RECORDS SUPPLIED below:

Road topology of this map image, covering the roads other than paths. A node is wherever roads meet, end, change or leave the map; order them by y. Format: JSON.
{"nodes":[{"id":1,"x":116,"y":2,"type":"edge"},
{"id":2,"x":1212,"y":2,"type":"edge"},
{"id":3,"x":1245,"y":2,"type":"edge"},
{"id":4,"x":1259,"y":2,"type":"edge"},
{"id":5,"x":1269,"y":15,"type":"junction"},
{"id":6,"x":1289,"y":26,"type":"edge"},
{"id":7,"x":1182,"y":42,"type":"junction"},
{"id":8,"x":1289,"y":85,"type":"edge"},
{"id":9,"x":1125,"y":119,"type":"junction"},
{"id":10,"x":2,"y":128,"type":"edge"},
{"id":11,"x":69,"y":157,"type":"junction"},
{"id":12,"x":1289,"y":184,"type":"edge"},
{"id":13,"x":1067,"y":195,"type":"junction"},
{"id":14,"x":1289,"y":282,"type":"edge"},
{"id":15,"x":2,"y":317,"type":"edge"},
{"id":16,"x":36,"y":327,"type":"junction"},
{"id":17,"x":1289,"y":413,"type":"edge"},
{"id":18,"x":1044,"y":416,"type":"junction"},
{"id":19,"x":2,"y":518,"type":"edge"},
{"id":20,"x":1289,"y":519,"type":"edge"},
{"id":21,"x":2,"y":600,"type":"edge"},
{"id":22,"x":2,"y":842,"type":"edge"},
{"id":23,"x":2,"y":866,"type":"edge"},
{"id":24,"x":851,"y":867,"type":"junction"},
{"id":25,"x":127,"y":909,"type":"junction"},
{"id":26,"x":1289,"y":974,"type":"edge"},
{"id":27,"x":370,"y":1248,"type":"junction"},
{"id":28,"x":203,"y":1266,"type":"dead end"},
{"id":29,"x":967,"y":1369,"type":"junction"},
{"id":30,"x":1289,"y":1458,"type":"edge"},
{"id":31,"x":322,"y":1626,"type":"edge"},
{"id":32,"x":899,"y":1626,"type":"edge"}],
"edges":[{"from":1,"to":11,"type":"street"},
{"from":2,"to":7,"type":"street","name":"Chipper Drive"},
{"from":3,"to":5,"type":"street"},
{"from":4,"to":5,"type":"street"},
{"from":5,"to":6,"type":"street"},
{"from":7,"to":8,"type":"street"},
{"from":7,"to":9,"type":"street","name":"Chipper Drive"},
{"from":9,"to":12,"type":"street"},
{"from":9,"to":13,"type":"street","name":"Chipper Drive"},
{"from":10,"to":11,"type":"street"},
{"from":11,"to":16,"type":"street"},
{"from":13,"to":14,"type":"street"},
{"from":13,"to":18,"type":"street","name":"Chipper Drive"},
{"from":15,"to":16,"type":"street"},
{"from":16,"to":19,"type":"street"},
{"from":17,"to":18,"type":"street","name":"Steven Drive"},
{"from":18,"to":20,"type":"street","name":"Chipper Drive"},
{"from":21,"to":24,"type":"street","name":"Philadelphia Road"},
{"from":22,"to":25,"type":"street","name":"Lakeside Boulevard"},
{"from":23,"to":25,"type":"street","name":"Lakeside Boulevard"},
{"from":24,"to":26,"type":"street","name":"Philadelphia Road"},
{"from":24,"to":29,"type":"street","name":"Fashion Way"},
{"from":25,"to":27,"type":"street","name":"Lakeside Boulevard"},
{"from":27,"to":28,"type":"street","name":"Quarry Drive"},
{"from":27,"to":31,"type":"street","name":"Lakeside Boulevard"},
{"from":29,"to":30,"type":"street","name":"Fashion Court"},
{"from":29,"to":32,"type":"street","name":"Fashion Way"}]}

End of RECORDS SUPPLIED.
RECORDS SUPPLIED below:

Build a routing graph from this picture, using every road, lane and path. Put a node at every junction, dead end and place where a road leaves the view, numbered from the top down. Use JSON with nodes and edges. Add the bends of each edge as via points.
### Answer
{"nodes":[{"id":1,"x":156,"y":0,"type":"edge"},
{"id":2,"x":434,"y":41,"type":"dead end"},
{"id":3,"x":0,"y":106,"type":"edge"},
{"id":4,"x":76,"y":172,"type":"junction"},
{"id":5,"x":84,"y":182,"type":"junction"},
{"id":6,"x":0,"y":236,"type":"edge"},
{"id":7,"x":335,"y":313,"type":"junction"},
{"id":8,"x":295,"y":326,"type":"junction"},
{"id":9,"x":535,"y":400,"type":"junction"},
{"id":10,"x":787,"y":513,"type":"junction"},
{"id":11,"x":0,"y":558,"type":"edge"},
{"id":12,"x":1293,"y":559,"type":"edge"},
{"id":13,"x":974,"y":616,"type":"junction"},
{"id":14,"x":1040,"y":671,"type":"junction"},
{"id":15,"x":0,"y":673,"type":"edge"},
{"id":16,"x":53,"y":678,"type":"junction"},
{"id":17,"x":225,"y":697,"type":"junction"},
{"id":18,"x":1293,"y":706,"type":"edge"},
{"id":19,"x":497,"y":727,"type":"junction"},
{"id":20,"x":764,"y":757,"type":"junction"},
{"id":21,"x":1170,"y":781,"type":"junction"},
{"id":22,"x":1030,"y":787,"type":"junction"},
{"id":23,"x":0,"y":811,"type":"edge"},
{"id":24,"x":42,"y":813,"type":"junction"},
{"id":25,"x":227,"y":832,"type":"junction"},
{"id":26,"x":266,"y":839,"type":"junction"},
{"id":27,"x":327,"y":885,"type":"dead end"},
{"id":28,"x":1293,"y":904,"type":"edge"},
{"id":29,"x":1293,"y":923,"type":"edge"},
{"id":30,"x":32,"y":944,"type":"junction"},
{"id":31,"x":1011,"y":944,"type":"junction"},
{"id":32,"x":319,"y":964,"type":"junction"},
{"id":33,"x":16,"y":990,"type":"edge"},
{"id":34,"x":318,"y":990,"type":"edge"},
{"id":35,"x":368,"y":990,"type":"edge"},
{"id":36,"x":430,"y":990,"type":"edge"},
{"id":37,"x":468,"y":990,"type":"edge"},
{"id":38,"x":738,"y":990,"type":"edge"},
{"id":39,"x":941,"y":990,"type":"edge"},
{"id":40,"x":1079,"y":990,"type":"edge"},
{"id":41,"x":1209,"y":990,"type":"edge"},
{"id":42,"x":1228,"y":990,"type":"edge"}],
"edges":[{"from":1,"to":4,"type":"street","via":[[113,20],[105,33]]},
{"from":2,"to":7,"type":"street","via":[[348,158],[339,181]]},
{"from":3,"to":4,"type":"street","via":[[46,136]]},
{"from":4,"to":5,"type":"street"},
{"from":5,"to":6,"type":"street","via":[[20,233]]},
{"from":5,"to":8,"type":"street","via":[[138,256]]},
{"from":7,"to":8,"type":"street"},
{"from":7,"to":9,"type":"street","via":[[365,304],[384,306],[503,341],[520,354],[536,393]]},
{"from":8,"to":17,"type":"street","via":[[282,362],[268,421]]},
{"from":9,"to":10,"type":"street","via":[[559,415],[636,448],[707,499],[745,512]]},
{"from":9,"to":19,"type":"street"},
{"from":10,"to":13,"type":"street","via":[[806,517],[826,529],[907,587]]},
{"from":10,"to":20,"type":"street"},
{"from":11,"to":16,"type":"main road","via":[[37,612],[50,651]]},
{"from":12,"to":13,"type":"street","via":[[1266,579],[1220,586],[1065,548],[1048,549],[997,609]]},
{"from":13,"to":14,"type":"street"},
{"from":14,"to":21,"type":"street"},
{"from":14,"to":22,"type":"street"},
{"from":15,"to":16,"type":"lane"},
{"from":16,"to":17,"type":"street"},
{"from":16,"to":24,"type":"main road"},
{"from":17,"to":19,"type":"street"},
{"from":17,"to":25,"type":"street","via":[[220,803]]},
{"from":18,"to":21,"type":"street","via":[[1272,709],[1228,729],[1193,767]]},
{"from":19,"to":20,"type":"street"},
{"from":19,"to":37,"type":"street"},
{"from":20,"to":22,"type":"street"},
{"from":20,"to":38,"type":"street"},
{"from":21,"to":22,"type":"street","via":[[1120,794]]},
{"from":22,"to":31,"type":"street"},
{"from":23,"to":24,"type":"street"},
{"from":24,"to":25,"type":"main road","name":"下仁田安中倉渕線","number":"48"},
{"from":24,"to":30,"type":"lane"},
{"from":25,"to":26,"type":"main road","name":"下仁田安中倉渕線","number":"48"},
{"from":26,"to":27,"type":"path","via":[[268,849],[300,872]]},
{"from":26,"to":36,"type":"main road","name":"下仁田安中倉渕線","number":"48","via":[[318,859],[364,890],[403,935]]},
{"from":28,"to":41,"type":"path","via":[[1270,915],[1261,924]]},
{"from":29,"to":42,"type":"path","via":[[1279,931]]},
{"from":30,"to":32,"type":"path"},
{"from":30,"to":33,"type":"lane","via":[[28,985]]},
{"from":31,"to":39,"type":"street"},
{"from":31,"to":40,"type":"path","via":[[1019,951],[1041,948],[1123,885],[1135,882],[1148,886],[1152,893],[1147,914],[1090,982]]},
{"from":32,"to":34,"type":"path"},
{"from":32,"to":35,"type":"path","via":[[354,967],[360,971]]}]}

End of RECORDS SUPPLIED.

The sole response should be the count of lines in the material holding the string "main".

→ REPLY: 5